I haven't seen Tom Collins Jr. since about 1980, so that shows you how old that ad on the right is.




South on Clifton Avenue near Kenard Avenue. The railing is where the street goes over Mill Creek. Up ahead, the road goes under I-75.




Uneven! It's weird how that term suddenly struck me funny, but it's an inside joke from decades past. This photo is east on Murray Road in the neighboring town of St. Bernard.




Together, the towns of Elmwood Place and St. Bernard are surrounded by Cincinnati. This is east on Township Avenue in Elmwood Place between Elmwood Avenue and Chestnut Street.




Now we're in Cincinnati's Carthage neighborhood, north of Elmwood Place. This is going southeast on Seymour Butts, I mean Seymour Avenue. The overpass up ahead is a rail span dated 1938.




Northeast on I-75 from Paddock Road (OH 4).




North on Paddock at the I-75 interchange. The overpass up ahead is for the same rail line that runs over Seymour Avenue. Like that bridge, this one is also dated 1938 and has a 13' 6" vertical clearance. Just behind the flyover is the end of North Bend Road. Just past that, OH 4 picks up Vine Street and runs to Hamilton and all the way to Sandusky.




The development is finally thinning out! This is northeast on Anthony Wayne Avenue where it goes over Mill Creek.




From Anthony Wayne Avenue, this is downstream on the swollen Mill Creek. This is before the creek picks up too many industrial pollutants.




The rail line that passes over Seymour and Paddock parallels Anthony Wayne Avenue, and here it goes over Mill Creek.




It looks like this is out in the country, but this is still in Cincinnati city limits and is just a gap in the urban buildup. This is continuing northeast on Anthony Wayne.




One of these really out-of-the-way places that you know used to be something more! This is east on Oxley Street approaching Muscogee Street. This is still Cincinnati but it's almost Arlington Heights.

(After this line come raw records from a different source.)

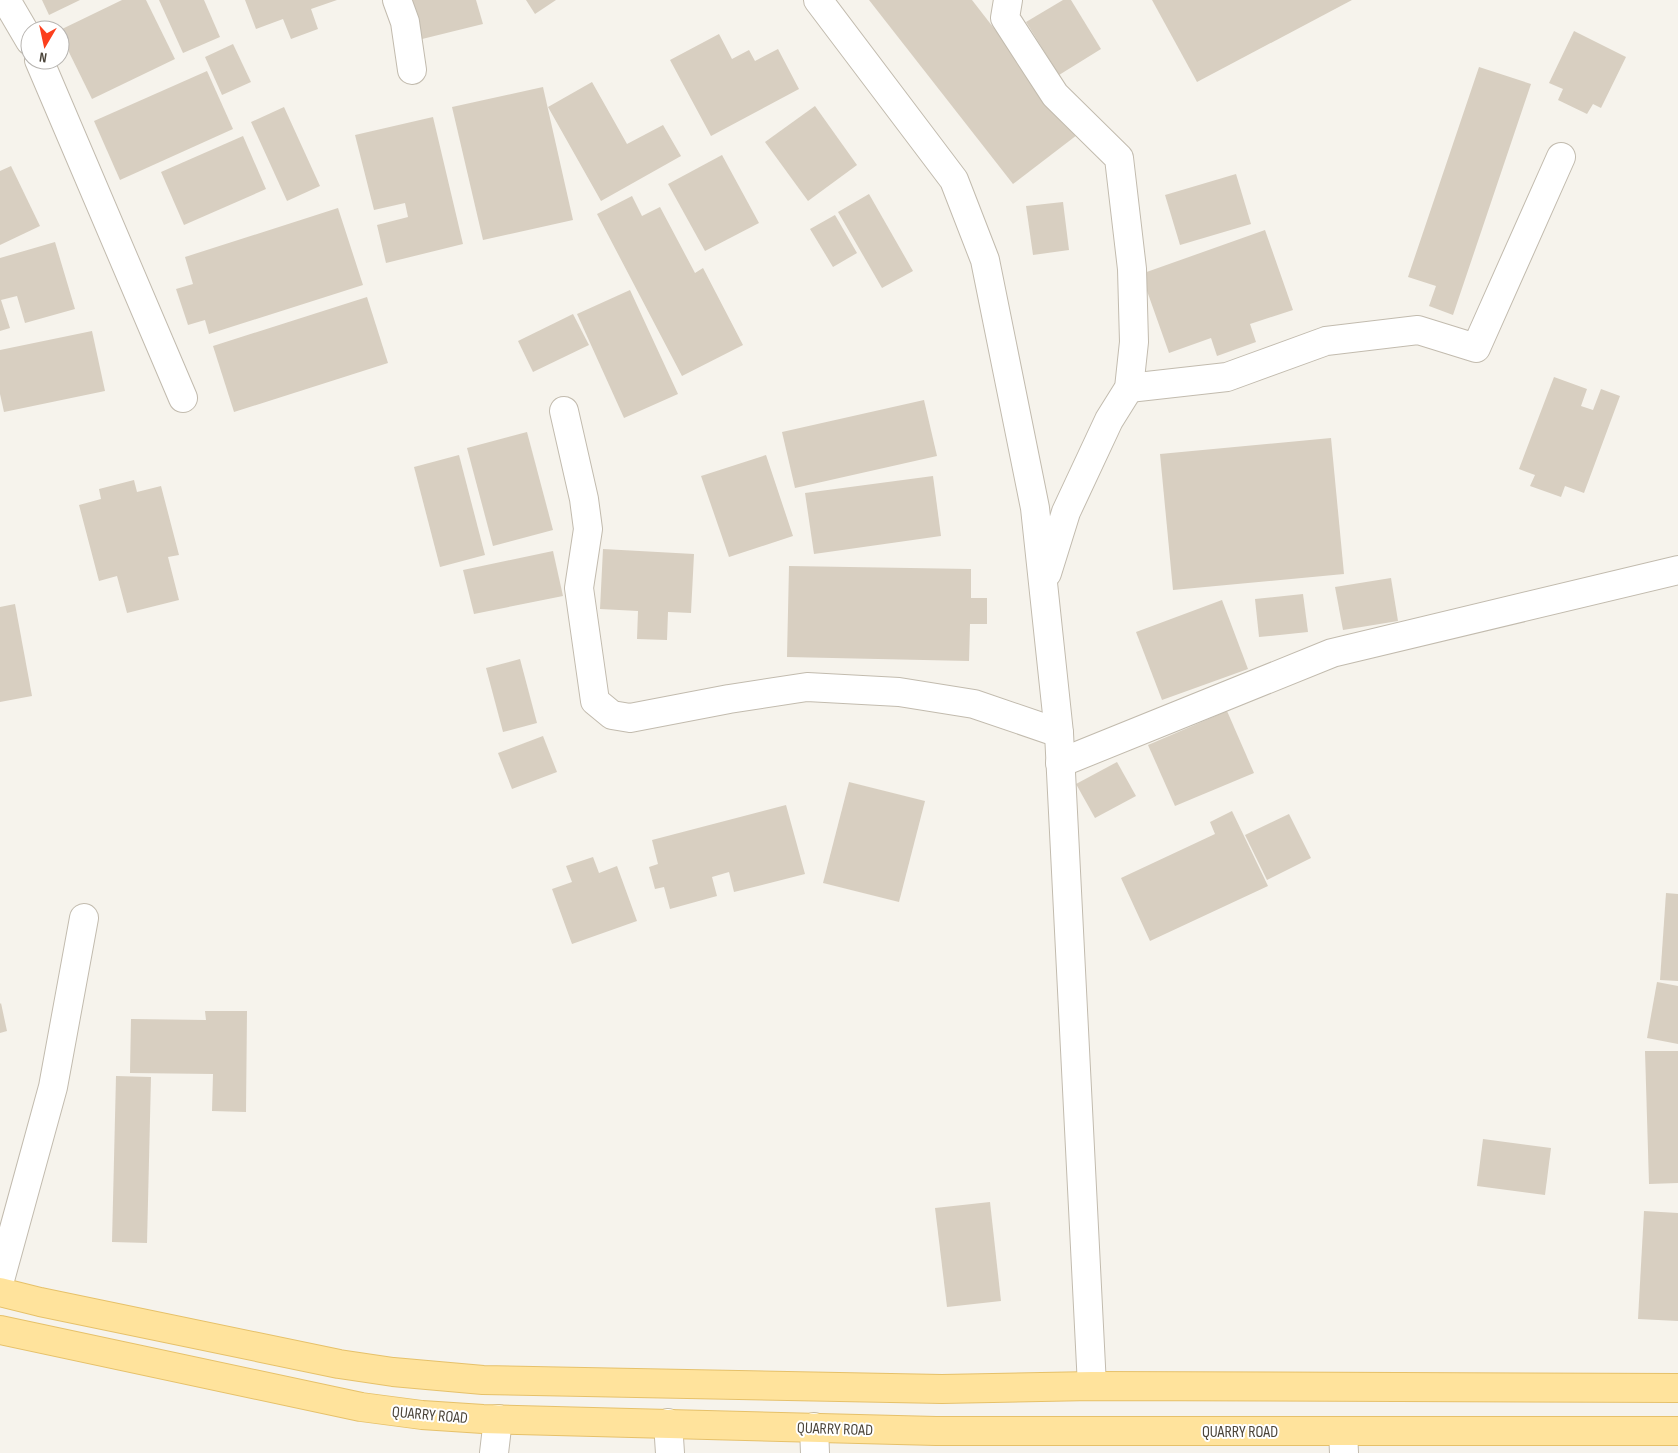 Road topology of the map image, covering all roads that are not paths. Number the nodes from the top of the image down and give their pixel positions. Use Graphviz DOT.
graph roads {
  1 [pos="6,0"];
  2 [pos="398,0"];
  3 [pos="818,0"];
  4 [pos="1008,0"];
  5 [pos="20,24"];
  6 [pos="44,70"];
  7 [pos="412,70"];
  8 [pos="1561,157"];
  9 [pos="1129,388"];
  10 [pos="183,398"];
  11 [pos="564,411"];
  12 [pos="1678,570"];
  13 [pos="1043,584"];
  14 [pos="1059,734"];
  15 [pos="1060,763"];
  16 [pos="84,918"];
  17 [pos="0,1280"];
  18 [pos="0,1292"];
  19 [pos="0,1330"];
  20 [pos="1092,1386"];
  21 [pos="1678,1388"];
  22 [pos="498,1419"];
  23 [pos="668,1423"];
  24 [pos="1678,1431"];
  25 [pos="814,1440"];
  26 [pos="1344,1442"];
  27 [pos="494,1453"];
  28 [pos="670,1453"];
  1 -- 5 [label="street"];
  2 -- 7 [label="street"];
  3 -- 13 [label="street"];
  4 -- 9 [label="street"];
  6 -- 10 [label="street"];
  8 -- 9 [label="street"];
  9 -- 13 [label="street"];
  11 -- 14 [label="street"];
  12 -- 15 [label="street"];
  13 -- 14 [label="street"];
  14 -- 15 [label="street"];
  15 -- 20 [label="street"];
  16 -- 17 [label="street"];
  18 -- 20 [label="main road"];
  19 -- 22 [label="main road, QUARRY ROAD"];
  20 -- 21 [label="main road"];
  22 -- 23 [label="main road, QUARRY ROAD"];
  22 -- 27 [label="street"];
  23 -- 25 [label="main road, QUARRY ROAD"];
  23 -- 28 [label="street"];
  24 -- 26 [label="main road, QUARRY ROAD"];
  25 -- 26 [label="main road, QUARRY ROAD"];
}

North on Muscogee Street, which is pretty much just a path through the woods.




I-75 is known for the Lockland split: It's where the northbound and southbound sides of the freeway are about a half-mile apart. Almost the entire town of Arlington Heights and much of the town of Lockland fit in the space between. From Lock Street in Lockland, this is south on I-75's southbound portion. The southbound side was once the site of a canal, but in 1941 a two-way highway was built here. In 1963, northbound I-75 was opened on a new routing.




From Lock Street, this is looking north on southbound I-75. The overpass up ahead carries Wyoming Avenue.




The ramps between Cooper Avenue and southbound I-75 in the Lockland split. I-75 is straight ahead, between those high walls. This interchange was slated to be eliminated in 2010.




From Wyoming Avenue, this is south on I-75 in the fascinating Lockland split. The tight ramps on the right are for Cooper Avenue. Lock Street uses the overpass up ahead.